__What you have to do__
Please reproduce every record, keeping each one exactly as written.

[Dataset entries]
##############################

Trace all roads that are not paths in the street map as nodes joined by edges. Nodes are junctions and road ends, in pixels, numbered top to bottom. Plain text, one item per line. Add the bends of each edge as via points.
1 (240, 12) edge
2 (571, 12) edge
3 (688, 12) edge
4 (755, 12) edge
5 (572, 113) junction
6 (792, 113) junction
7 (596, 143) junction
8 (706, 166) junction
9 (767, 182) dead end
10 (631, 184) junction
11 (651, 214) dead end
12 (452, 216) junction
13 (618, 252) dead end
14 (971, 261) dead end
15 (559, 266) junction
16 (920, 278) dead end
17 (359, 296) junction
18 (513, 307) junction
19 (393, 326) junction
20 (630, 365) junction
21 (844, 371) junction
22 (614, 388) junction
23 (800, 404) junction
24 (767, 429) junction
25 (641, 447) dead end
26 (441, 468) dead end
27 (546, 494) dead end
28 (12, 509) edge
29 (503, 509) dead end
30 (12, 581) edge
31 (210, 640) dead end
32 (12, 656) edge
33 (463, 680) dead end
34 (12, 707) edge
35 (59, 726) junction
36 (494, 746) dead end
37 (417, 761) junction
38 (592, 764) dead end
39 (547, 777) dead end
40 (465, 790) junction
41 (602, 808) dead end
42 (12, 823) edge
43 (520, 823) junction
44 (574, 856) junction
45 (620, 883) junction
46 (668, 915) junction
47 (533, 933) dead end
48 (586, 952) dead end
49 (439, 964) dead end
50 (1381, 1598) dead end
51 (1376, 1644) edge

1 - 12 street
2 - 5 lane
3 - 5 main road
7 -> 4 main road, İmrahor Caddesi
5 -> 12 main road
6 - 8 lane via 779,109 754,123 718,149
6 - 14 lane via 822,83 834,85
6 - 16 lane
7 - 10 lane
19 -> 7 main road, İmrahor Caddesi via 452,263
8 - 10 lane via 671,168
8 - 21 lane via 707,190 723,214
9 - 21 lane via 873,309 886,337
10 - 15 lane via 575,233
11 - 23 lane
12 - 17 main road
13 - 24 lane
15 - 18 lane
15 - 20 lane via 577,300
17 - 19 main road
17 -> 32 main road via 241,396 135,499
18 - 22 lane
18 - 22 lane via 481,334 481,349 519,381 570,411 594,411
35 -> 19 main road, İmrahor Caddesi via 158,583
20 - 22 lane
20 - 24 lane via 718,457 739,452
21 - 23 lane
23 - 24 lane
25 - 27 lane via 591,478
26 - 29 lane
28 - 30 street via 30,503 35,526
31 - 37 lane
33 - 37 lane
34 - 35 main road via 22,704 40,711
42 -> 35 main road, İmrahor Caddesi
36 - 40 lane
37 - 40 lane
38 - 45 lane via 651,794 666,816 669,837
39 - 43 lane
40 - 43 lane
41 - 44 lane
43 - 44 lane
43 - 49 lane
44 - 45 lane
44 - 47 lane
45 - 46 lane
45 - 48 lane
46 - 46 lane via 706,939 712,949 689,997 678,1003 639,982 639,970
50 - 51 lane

##############################

__Written solution__
Trace all roads that are not paths in the street map as nodes joined by edges. Nodes are junctions and road ends, in pixels, numbered top to bottom. Plain text, one item per line. Add the bends of each edge as via points.
1 (240, 12) edge
2 (571, 12) edge
3 (688, 12) edge
4 (755, 12) edge
5 (572, 113) junction
6 (792, 113) junction
7 (596, 143) junction
8 (706, 166) junction
9 (767, 182) dead end
10 (631, 184) junction
11 (651, 214) dead end
12 (452, 216) junction
13 (618, 252) dead end
14 (971, 261) dead end
15 (559, 266) junction
16 (920, 278) dead end
17 (359, 296) junction
18 (513, 307) junction
19 (393, 326) junction
20 (630, 365) junction
21 (844, 371) junction
22 (614, 388) junction
23 (800, 404) junction
24 (767, 429) junction
25 (641, 447) dead end
26 (441, 468) dead end
27 (546, 494) dead end
28 (12, 509) edge
29 (503, 509) dead end
30 (12, 581) edge
31 (210, 640) dead end
32 (12, 656) edge
33 (463, 680) dead end
34 (12, 707) edge
35 (59, 726) junction
36 (494, 746) dead end
37 (417, 761) junction
38 (592, 764) dead end
39 (547, 777) dead end
40 (465, 790) junction
41 (602, 808) dead end
42 (12, 823) edge
43 (520, 823) junction
44 (574, 856) junction
45 (620, 883) junction
46 (668, 915) junction
47 (533, 933) dead end
48 (586, 952) dead end
49 (439, 964) dead end
50 (1381, 1598) dead end
51 (1376, 1644) edge

1 - 12 street
2 - 5 lane
3 - 5 main road
7 -> 4 main road, İmrahor Caddesi
5 -> 12 main road
6 - 8 lane via 779,109 754,123 718,149
6 - 14 lane via 822,83 834,85
6 - 16 lane
7 - 10 lane
19 -> 7 main road, İmrahor Caddesi via 452,263
8 - 10 lane via 671,168
8 - 21 lane via 707,190 723,214
9 - 21 lane via 873,309 886,337
10 - 15 lane via 575,233
11 - 23 lane
12 - 17 main road
13 - 24 lane
15 - 18 lane
15 - 20 lane via 577,300
17 - 19 main road
17 -> 32 main road via 241,396 135,499
18 - 22 lane
18 - 22 lane via 481,334 481,349 519,381 570,411 594,411
35 -> 19 main road, İmrahor Caddesi via 158,583
20 - 22 lane
20 - 24 lane via 718,457 739,452
21 - 23 lane
23 - 24 lane
25 - 27 lane via 591,478
26 - 29 lane
28 - 30 street via 30,503 35,526
31 - 37 lane
33 - 37 lane
34 - 35 main road via 22,704 40,711
42 -> 35 main road, İmrahor Caddesi
36 - 40 lane
37 - 40 lane
38 - 45 lane via 651,794 666,816 669,837
39 - 43 lane
40 - 43 lane
41 - 44 lane
43 - 44 lane
43 - 49 lane
44 - 45 lane
44 - 47 lane
45 - 46 lane
45 - 48 lane
46 - 46 lane via 706,939 712,949 689,997 678,1003 639,982 639,970
50 - 51 lane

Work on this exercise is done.